# WORK REQUIRED
Each entry here needs to be given again exactly.

GIVEN RECORDS below:

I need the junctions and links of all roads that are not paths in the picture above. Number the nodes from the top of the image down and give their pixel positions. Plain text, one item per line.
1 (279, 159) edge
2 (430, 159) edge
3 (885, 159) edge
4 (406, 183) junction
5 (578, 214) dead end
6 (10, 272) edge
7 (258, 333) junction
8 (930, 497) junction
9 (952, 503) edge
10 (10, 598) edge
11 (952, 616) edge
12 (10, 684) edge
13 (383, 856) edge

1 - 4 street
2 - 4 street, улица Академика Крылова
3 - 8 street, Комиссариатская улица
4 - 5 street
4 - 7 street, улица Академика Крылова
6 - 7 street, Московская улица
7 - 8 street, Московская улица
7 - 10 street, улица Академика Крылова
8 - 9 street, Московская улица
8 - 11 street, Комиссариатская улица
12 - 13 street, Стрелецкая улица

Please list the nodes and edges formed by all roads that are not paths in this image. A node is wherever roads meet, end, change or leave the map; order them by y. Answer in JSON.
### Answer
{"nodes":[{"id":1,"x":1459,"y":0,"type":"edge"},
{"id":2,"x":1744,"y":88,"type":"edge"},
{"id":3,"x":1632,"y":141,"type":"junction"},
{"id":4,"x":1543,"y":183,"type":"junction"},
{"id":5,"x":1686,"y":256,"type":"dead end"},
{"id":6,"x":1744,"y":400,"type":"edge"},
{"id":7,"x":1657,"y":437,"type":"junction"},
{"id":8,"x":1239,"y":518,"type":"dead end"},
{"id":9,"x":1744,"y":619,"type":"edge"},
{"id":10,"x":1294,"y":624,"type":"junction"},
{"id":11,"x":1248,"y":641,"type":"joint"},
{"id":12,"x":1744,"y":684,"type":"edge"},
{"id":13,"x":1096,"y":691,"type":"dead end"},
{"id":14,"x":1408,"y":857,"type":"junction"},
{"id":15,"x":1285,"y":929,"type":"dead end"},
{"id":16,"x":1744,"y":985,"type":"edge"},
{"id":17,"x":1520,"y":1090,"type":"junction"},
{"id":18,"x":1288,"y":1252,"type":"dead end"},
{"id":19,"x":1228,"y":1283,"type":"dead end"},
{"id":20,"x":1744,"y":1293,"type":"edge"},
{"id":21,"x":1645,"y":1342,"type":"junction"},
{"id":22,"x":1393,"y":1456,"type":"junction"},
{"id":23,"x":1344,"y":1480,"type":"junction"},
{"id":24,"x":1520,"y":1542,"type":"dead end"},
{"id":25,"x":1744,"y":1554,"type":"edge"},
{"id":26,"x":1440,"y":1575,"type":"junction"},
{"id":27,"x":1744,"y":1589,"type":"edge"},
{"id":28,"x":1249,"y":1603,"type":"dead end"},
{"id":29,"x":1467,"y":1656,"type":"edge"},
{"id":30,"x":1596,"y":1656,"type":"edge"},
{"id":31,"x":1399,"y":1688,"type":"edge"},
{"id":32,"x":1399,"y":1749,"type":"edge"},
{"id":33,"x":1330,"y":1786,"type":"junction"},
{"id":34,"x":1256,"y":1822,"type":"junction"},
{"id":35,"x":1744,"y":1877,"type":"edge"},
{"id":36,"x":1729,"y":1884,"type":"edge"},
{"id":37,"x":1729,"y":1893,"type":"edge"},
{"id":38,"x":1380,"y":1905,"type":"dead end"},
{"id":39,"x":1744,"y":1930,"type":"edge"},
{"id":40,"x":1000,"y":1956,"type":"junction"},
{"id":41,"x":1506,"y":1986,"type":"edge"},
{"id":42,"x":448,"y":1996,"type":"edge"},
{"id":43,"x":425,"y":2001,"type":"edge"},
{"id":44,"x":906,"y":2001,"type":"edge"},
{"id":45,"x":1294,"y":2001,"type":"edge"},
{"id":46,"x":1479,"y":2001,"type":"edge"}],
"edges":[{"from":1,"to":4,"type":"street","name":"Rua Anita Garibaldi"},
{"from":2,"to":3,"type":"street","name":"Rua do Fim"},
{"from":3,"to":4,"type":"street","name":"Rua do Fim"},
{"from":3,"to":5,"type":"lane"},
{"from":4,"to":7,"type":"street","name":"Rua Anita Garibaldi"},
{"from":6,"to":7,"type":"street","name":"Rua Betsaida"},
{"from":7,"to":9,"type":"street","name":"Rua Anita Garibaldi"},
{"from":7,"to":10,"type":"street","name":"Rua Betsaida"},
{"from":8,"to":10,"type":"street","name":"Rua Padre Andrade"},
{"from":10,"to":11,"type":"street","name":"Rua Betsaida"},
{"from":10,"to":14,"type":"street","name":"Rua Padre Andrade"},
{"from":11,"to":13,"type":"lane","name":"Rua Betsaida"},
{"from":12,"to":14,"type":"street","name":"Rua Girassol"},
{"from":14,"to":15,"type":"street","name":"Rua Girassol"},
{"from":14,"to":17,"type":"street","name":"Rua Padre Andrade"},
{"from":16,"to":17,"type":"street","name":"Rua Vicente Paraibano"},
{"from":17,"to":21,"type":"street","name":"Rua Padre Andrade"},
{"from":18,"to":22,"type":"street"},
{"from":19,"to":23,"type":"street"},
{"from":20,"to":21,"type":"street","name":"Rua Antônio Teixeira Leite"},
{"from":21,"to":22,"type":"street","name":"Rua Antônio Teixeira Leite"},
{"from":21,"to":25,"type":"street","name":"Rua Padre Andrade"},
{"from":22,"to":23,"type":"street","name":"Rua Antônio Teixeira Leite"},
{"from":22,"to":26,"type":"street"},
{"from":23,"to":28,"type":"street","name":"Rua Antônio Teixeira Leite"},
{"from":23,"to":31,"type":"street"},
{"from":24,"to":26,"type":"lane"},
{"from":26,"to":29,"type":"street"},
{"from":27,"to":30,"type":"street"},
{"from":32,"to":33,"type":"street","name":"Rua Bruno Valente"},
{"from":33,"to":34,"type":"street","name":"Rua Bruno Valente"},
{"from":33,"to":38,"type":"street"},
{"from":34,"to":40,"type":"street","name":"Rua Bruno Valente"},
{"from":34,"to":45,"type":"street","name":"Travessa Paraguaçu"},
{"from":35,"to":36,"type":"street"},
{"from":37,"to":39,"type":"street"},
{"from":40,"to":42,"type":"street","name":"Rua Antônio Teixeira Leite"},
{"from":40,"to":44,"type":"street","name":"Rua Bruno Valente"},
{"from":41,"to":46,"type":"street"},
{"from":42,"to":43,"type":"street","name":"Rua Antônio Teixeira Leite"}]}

End of GIVEN RECORDS.

# EXPECTED ANSWER
I need the junctions and links of all roads that are not paths in the picture above. Number the nodes from the top of the image down and give their pixel positions. Plain text, one item per line.
1 (279, 159) edge
2 (430, 159) edge
3 (885, 159) edge
4 (406, 183) junction
5 (578, 214) dead end
6 (10, 272) edge
7 (258, 333) junction
8 (930, 497) junction
9 (952, 503) edge
10 (10, 598) edge
11 (952, 616) edge
12 (10, 684) edge
13 (383, 856) edge

1 - 4 street
2 - 4 street, улица Академика Крылова
3 - 8 street, Комиссариатская улица
4 - 5 street
4 - 7 street, улица Академика Крылова
6 - 7 street, Московская улица
7 - 8 street, Московская улица
7 - 10 street, улица Академика Крылова
8 - 9 street, Московская улица
8 - 11 street, Комиссариатская улица
12 - 13 street, Стрелецкая улица

Please list the nodes and edges formed by all roads that are not paths in this image. A node is wherever roads meet, end, change or leave the map; order them by y. Answer in JSON.
### Answer
{"nodes":[{"id":1,"x":1459,"y":0,"type":"edge"},
{"id":2,"x":1744,"y":88,"type":"edge"},
{"id":3,"x":1632,"y":141,"type":"junction"},
{"id":4,"x":1543,"y":183,"type":"junction"},
{"id":5,"x":1686,"y":256,"type":"dead end"},
{"id":6,"x":1744,"y":400,"type":"edge"},
{"id":7,"x":1657,"y":437,"type":"junction"},
{"id":8,"x":1239,"y":518,"type":"dead end"},
{"id":9,"x":1744,"y":619,"type":"edge"},
{"id":10,"x":1294,"y":624,"type":"junction"},
{"id":11,"x":1248,"y":641,"type":"joint"},
{"id":12,"x":1744,"y":684,"type":"edge"},
{"id":13,"x":1096,"y":691,"type":"dead end"},
{"id":14,"x":1408,"y":857,"type":"junction"},
{"id":15,"x":1285,"y":929,"type":"dead end"},
{"id":16,"x":1744,"y":985,"type":"edge"},
{"id":17,"x":1520,"y":1090,"type":"junction"},
{"id":18,"x":1288,"y":1252,"type":"dead end"},
{"id":19,"x":1228,"y":1283,"type":"dead end"},
{"id":20,"x":1744,"y":1293,"type":"edge"},
{"id":21,"x":1645,"y":1342,"type":"junction"},
{"id":22,"x":1393,"y":1456,"type":"junction"},
{"id":23,"x":1344,"y":1480,"type":"junction"},
{"id":24,"x":1520,"y":1542,"type":"dead end"},
{"id":25,"x":1744,"y":1554,"type":"edge"},
{"id":26,"x":1440,"y":1575,"type":"junction"},
{"id":27,"x":1744,"y":1589,"type":"edge"},
{"id":28,"x":1249,"y":1603,"type":"dead end"},
{"id":29,"x":1467,"y":1656,"type":"edge"},
{"id":30,"x":1596,"y":1656,"type":"edge"},
{"id":31,"x":1399,"y":1688,"type":"edge"},
{"id":32,"x":1399,"y":1749,"type":"edge"},
{"id":33,"x":1330,"y":1786,"type":"junction"},
{"id":34,"x":1256,"y":1822,"type":"junction"},
{"id":35,"x":1744,"y":1877,"type":"edge"},
{"id":36,"x":1729,"y":1884,"type":"edge"},
{"id":37,"x":1729,"y":1893,"type":"edge"},
{"id":38,"x":1380,"y":1905,"type":"dead end"},
{"id":39,"x":1744,"y":1930,"type":"edge"},
{"id":40,"x":1000,"y":1956,"type":"junction"},
{"id":41,"x":1506,"y":1986,"type":"edge"},
{"id":42,"x":448,"y":1996,"type":"edge"},
{"id":43,"x":425,"y":2001,"type":"edge"},
{"id":44,"x":906,"y":2001,"type":"edge"},
{"id":45,"x":1294,"y":2001,"type":"edge"},
{"id":46,"x":1479,"y":2001,"type":"edge"}],
"edges":[{"from":1,"to":4,"type":"street","name":"Rua Anita Garibaldi"},
{"from":2,"to":3,"type":"street","name":"Rua do Fim"},
{"from":3,"to":4,"type":"street","name":"Rua do Fim"},
{"from":3,"to":5,"type":"lane"},
{"from":4,"to":7,"type":"street","name":"Rua Anita Garibaldi"},
{"from":6,"to":7,"type":"street","name":"Rua Betsaida"},
{"from":7,"to":9,"type":"street","name":"Rua Anita Garibaldi"},
{"from":7,"to":10,"type":"street","name":"Rua Betsaida"},
{"from":8,"to":10,"type":"street","name":"Rua Padre Andrade"},
{"from":10,"to":11,"type":"street","name":"Rua Betsaida"},
{"from":10,"to":14,"type":"street","name":"Rua Padre Andrade"},
{"from":11,"to":13,"type":"lane","name":"Rua Betsaida"},
{"from":12,"to":14,"type":"street","name":"Rua Girassol"},
{"from":14,"to":15,"type":"street","name":"Rua Girassol"},
{"from":14,"to":17,"type":"street","name":"Rua Padre Andrade"},
{"from":16,"to":17,"type":"street","name":"Rua Vicente Paraibano"},
{"from":17,"to":21,"type":"street","name":"Rua Padre Andrade"},
{"from":18,"to":22,"type":"street"},
{"from":19,"to":23,"type":"street"},
{"from":20,"to":21,"type":"street","name":"Rua Antônio Teixeira Leite"},
{"from":21,"to":22,"type":"street","name":"Rua Antônio Teixeira Leite"},
{"from":21,"to":25,"type":"street","name":"Rua Padre Andrade"},
{"from":22,"to":23,"type":"street","name":"Rua Antônio Teixeira Leite"},
{"from":22,"to":26,"type":"street"},
{"from":23,"to":28,"type":"street","name":"Rua Antônio Teixeira Leite"},
{"from":23,"to":31,"type":"street"},
{"from":24,"to":26,"type":"lane"},
{"from":26,"to":29,"type":"street"},
{"from":27,"to":30,"type":"street"},
{"from":32,"to":33,"type":"street","name":"Rua Bruno Valente"},
{"from":33,"to":34,"type":"street","name":"Rua Bruno Valente"},
{"from":33,"to":38,"type":"street"},
{"from":34,"to":40,"type":"street","name":"Rua Bruno Valente"},
{"from":34,"to":45,"type":"street","name":"Travessa Paraguaçu"},
{"from":35,"to":36,"type":"street"},
{"from":37,"to":39,"type":"street"},
{"from":40,"to":42,"type":"street","name":"Rua Antônio Teixeira Leite"},
{"from":40,"to":44,"type":"street","name":"Rua Bruno Valente"},
{"from":41,"to":46,"type":"street"},
{"from":42,"to":43,"type":"street","name":"Rua Antônio Teixeira Leite"}]}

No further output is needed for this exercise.